Я присвистнул. Король Филипп Август времени зря не терял. Хотя, похоже, не особо собирался придерживаться нашего договора.

– Мессир Вальдар, вы прекрасно потрудились во славу нашей церкви. Благодаря вашим усилиям мы лишились могущественного врага и приобрели могущественного друга, – торжественно выпрямившись во весь свой немалый рост, изрек Ги де Жизор.

– Благодарю вас, монсеньор, – я склонил голову в знак признательности. Несмотря на то что мои действия не были направлены к вящей славе Господней, мне была приятна похвала этого достойного старца.

– Так все же, как отреагировал граф де Монфор на угрозу короля? – спросил я.

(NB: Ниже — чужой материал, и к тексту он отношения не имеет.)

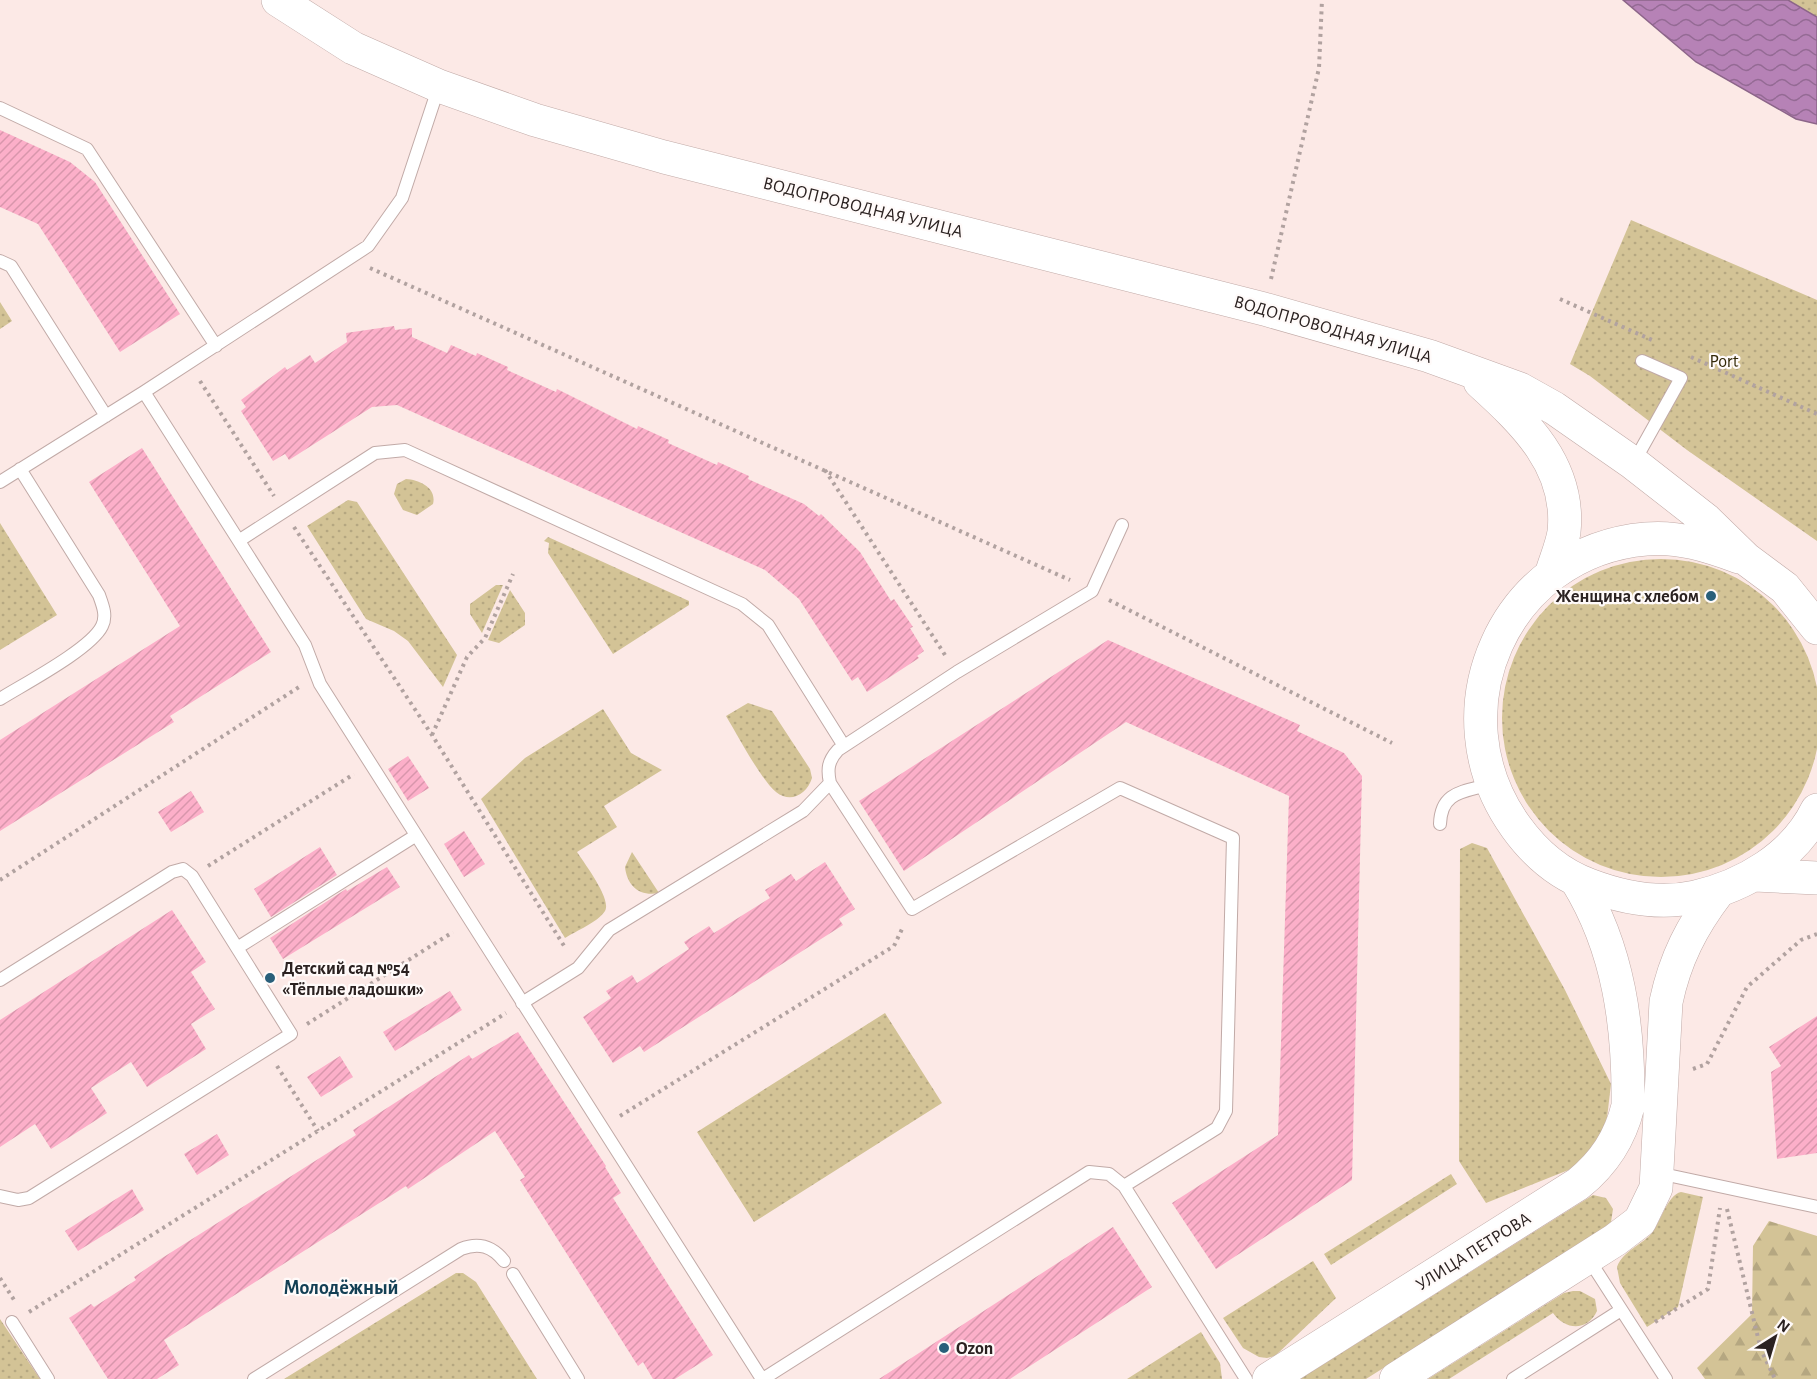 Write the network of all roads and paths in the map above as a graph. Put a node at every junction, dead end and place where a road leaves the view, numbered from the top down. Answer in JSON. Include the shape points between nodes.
{"nodes":[{"id":1,"x":278,"y":0,"type":"edge"},
{"id":2,"x":1322,"y":0,"type":"edge"},
{"id":3,"x":439,"y":86,"type":"junction"},
{"id":4,"x":0,"y":108,"type":"edge"},
{"id":5,"x":353,"y":257,"type":"junction"},
{"id":6,"x":0,"y":261,"type":"edge"},
{"id":7,"x":1560,"y":299,"type":"dead end"},
{"id":8,"x":1264,"y":309,"type":"junction"},
{"id":9,"x":1657,"y":342,"type":"dead end"},
{"id":10,"x":216,"y":346,"type":"junction"},
{"id":11,"x":1642,"y":361,"type":"dead end"},
{"id":12,"x":189,"y":363,"type":"junction"},
{"id":13,"x":1465,"y":369,"type":"junction"},
{"id":14,"x":1681,"y":378,"type":"junction"},
{"id":15,"x":144,"y":392,"type":"junction"},
{"id":16,"x":1817,"y":414,"type":"edge"},
{"id":17,"x":106,"y":416,"type":"junction"},
{"id":18,"x":1633,"y":463,"type":"junction"},
{"id":19,"x":20,"y":469,"type":"junction"},
{"id":20,"x":824,"y":469,"type":"junction"},
{"id":21,"x":0,"y":482,"type":"edge"},
{"id":22,"x":284,"y":512,"type":"junction"},
{"id":23,"x":1122,"y":525,"type":"dead end"},
{"id":24,"x":240,"y":540,"type":"junction"},
{"id":25,"x":1746,"y":559,"type":"junction"},
{"id":26,"x":1552,"y":572,"type":"junction"},
{"id":27,"x":513,"y":574,"type":"dead end"},
{"id":28,"x":1092,"y":591,"type":"junction"},
{"id":29,"x":1817,"y":628,"type":"edge"},
{"id":30,"x":957,"y":672,"type":"junction"},
{"id":31,"x":316,"y":676,"type":"junction"},
{"id":32,"x":0,"y":699,"type":"edge"},
{"id":33,"x":432,"y":735,"type":"junction"},
{"id":34,"x":1392,"y":743,"type":"dead end"},
{"id":35,"x":844,"y":746,"type":"junction"},
{"id":36,"x":370,"y":764,"type":"junction"},
{"id":37,"x":830,"y":783,"type":"junction"},
{"id":38,"x":1491,"y":784,"type":"junction"},
{"id":39,"x":1817,"y":810,"type":"edge"},
{"id":40,"x":1440,"y":824,"type":"dead end"},
{"id":41,"x":416,"y":836,"type":"junction"},
{"id":42,"x":1755,"y":875,"type":"junction"},
{"id":43,"x":192,"y":876,"type":"junction"},
{"id":44,"x":1817,"y":878,"type":"edge"},
{"id":45,"x":0,"y":880,"type":"edge"},
{"id":46,"x":1577,"y":881,"type":"junction"},
{"id":47,"x":1718,"y":892,"type":"junction"},
{"id":48,"x":912,"y":909,"type":"junction"},
{"id":49,"x":470,"y":922,"type":"junction"},
{"id":50,"x":1817,"y":934,"type":"edge"},
{"id":51,"x":237,"y":948,"type":"junction"},
{"id":52,"x":578,"y":968,"type":"junction"},
{"id":53,"x":0,"y":980,"type":"edge"},
{"id":54,"x":522,"y":1003,"type":"junction"},
{"id":55,"x":291,"y":1034,"type":"junction"},
{"id":56,"x":266,"y":1049,"type":"junction"},
{"id":57,"x":1661,"y":1083,"type":"junction"},
{"id":58,"x":601,"y":1128,"type":"junction"},
{"id":59,"x":318,"y":1131,"type":"junction"},
{"id":60,"x":1657,"y":1173,"type":"junction"},
{"id":61,"x":1124,"y":1186,"type":"junction"},
{"id":62,"x":1722,"y":1187,"type":"junction"},
{"id":63,"x":0,"y":1196,"type":"edge"},
{"id":64,"x":1817,"y":1208,"type":"edge"},
{"id":65,"x":1588,"y":1257,"type":"junction"},
{"id":66,"x":504,"y":1261,"type":"dead end"},
{"id":67,"x":513,"y":1275,"type":"dead end"},
{"id":68,"x":0,"y":1278,"type":"edge"},
{"id":69,"x":1621,"y":1310,"type":"junction"},
{"id":70,"x":24,"y":1314,"type":"junction"},
{"id":71,"x":12,"y":1322,"type":"joint"},
{"id":72,"x":1636,"y":1334,"type":"junction"},
{"id":73,"x":48,"y":1379,"type":"edge"},
{"id":74,"x":254,"y":1379,"type":"edge"},
{"id":75,"x":578,"y":1379,"type":"edge"},
{"id":76,"x":763,"y":1379,"type":"edge"},
{"id":77,"x":1246,"y":1379,"type":"edge"},
{"id":78,"x":1269,"y":1379,"type":"edge"},
{"id":79,"x":1396,"y":1379,"type":"edge"},
{"id":80,"x":1513,"y":1379,"type":"edge"},
{"id":81,"x":1666,"y":1379,"type":"edge"},
{"id":82,"x":1775,"y":1379,"type":"edge"}],
"edges":[{"from":1,"to":3,"type":"main road","name":"ВОДОПРОВОДНАЯ УЛИЦА","via":[[353,48]]},
{"from":2,"to":8,"type":"path","via":[[1319,68]]},
{"from":3,"to":5,"type":"lane","via":[[402,198],[377,237]]},
{"from":3,"to":8,"type":"main road","name":"ВОДОПРОВОДНАЯ УЛИЦА","via":[[535,120],[664,157]]},
{"from":4,"to":10,"type":"lane","via":[[87,149]]},
{"from":5,"to":10,"type":"lane"},
{"from":5,"to":20,"type":"path"},
{"from":6,"to":17,"type":"lane","via":[[11,266]]},
{"from":7,"to":9,"type":"path"},
{"from":8,"to":13,"type":"main road","name":"ВОДОПРОВОДНАЯ УЛИЦА"},
{"from":10,"to":12,"type":"lane"},
{"from":11,"to":14,"type":"lane"},
{"from":12,"to":15,"type":"lane"},
{"from":12,"to":22,"type":"path"},
{"from":13,"to":18,"type":"main road","name":"ВОДОПРОВОДНАЯ УЛИЦА","via":[[1520,389],[1554,408]]},
{"from":13,"to":26,"type":"main road","via":[[1520,418],[1542,446],[1557,478],[1564,533]]},
{"from":14,"to":16,"type":"path","via":[[1689,357]]},
{"from":14,"to":18,"type":"lane"},
{"from":15,"to":17,"type":"lane"},
{"from":15,"to":24,"type":"lane"},
{"from":17,"to":19,"type":"lane"},
{"from":18,"to":25,"type":"main road","name":"ВОДОПРОВОДНАЯ УЛИЦА","via":[[1706,520]]},
{"from":19,"to":21,"type":"lane"},
{"from":19,"to":32,"type":"lane","via":[[99,595],[104,618],[101,628],[85,646]]},
{"from":20,"to":28,"type":"path"},
{"from":20,"to":30,"type":"path"},
{"from":22,"to":24,"type":"lane"},
{"from":22,"to":33,"type":"path"},
{"from":22,"to":35,"type":"lane","via":[[375,453],[405,450],[741,604],[768,625]]},
{"from":23,"to":28,"type":"lane"},
{"from":24,"to":31,"type":"lane","via":[[305,645]]},
{"from":25,"to":26,"type":"main road","via":[[1698,542],[1646,538],[1596,550]]},
{"from":25,"to":29,"type":"main road","via":[[1785,588]]},
{"from":26,"to":38,"type":"main road","via":[[1510,618],[1494,647],[1484,680],[1479,713]]},
{"from":27,"to":33,"type":"path","via":[[485,638],[467,657]]},
{"from":28,"to":30,"type":"lane"},
{"from":28,"to":34,"type":"path"},
{"from":30,"to":35,"type":"lane"},
{"from":31,"to":36,"type":"lane"},
{"from":31,"to":45,"type":"path"},
{"from":33,"to":52,"type":"path"},
{"from":35,"to":37,"type":"lane","via":[[829,761]]},
{"from":36,"to":41,"type":"lane"},
{"from":36,"to":43,"type":"path"},
{"from":37,"to":48,"type":"lane"},
{"from":37,"to":52,"type":"lane","via":[[803,811],[609,930]]},
{"from":38,"to":40,"type":"lane","via":[[1445,801]]},
{"from":38,"to":46,"type":"main road","via":[[1525,840]]},
{"from":39,"to":42,"type":"main road","via":[[1787,850]]},
{"from":41,"to":49,"type":"lane"},
{"from":41,"to":51,"type":"lane"},
{"from":42,"to":44,"type":"main road"},
{"from":42,"to":47,"type":"main road"},
{"from":43,"to":51,"type":"lane"},
{"from":43,"to":53,"type":"lane","via":[[183,869],[172,872]]},
{"from":46,"to":47,"type":"main road","via":[[1611,894],[1647,900],[1683,899]]},
{"from":46,"to":78,"type":"main road","name":"УЛИЦА ПЕТРОВА","via":[[1595,910],[1615,970],[1628,1084],[1628,1106],[1606,1158],[1578,1184]]},
{"from":47,"to":57,"type":"main road","via":[[1695,922],[1671,975]]},
{"from":48,"to":58,"type":"path","via":[[894,946]]},
{"from":48,"to":61,"type":"lane","via":[[1120,788],[1233,838],[1226,1111],[1217,1128]]},
{"from":49,"to":54,"type":"lane"},
{"from":49,"to":55,"type":"path"},
{"from":50,"to":57,"type":"path","via":[[1801,940],[1747,987],[1707,1064]]},
{"from":51,"to":55,"type":"lane"},
{"from":52,"to":54,"type":"lane"},
{"from":54,"to":58,"type":"lane"},
{"from":54,"to":59,"type":"path"},
{"from":55,"to":56,"type":"lane"},
{"from":56,"to":59,"type":"path"},
{"from":56,"to":63,"type":"lane","via":[[29,1198]]},
{"from":57,"to":60,"type":"main road"},
{"from":58,"to":76,"type":"lane"},
{"from":59,"to":70,"type":"path"},
{"from":60,"to":62,"type":"lane"},
{"from":60,"to":65,"type":"main road","via":[[1651,1202],[1640,1221]]},
{"from":61,"to":76,"type":"lane","via":[[1109,1174],[1089,1172]]},
{"from":61,"to":77,"type":"lane"},
{"from":62,"to":64,"type":"lane"},
{"from":62,"to":72,"type":"path","via":[[1708,1289]]},
{"from":62,"to":82,"type":"path","via":[[1761,1350]]},
{"from":65,"to":69,"type":"lane"},
{"from":65,"to":79,"type":"main road"},
{"from":66,"to":74,"type":"lane","via":[[498,1253],[480,1245],[461,1249]]},
{"from":67,"to":75,"type":"lane"},
{"from":68,"to":70,"type":"path"},
{"from":69,"to":72,"type":"lane"},
{"from":69,"to":80,"type":"lane"},
{"from":70,"to":71,"type":"path"},
{"from":71,"to":73,"type":"lane"},
{"from":72,"to":81,"type":"lane"}]}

– Он от имени королевы объявил короля Филиппа самозванцем, – вновь нахмурился де Жизор, устремляя свой взор на две армии, стоящие внизу, – и ответил, что не знает другого короля французов, кроме Людовика VIII.

– Значит, все-таки война, – констатировал я.

– Тут все не так просто, – пояснил мне верховный иерарх. – Королева Элеонора ведет крестовый поход против альбигойской ереси, объявленный Папой Иннокентием III. Но если Филипп Август будет настаивать на прекращении войны, он очень скоро может быть вновь подвергнут интердикту. Так что скорее всего некоторое время король будет спокойно терпеть измену у себя под боком. А пока он будет собираться с силами, силы королевы в ходе боев непременно уменьшатся.

– Да… – прибавил я. – Но победы де Монфора прибавят весу имени Людовика…

Мы замолчали. Глава Церкви Святого Грааля пронзительно взглянул на меня, и в глазах его загорелся неукротимый огонь.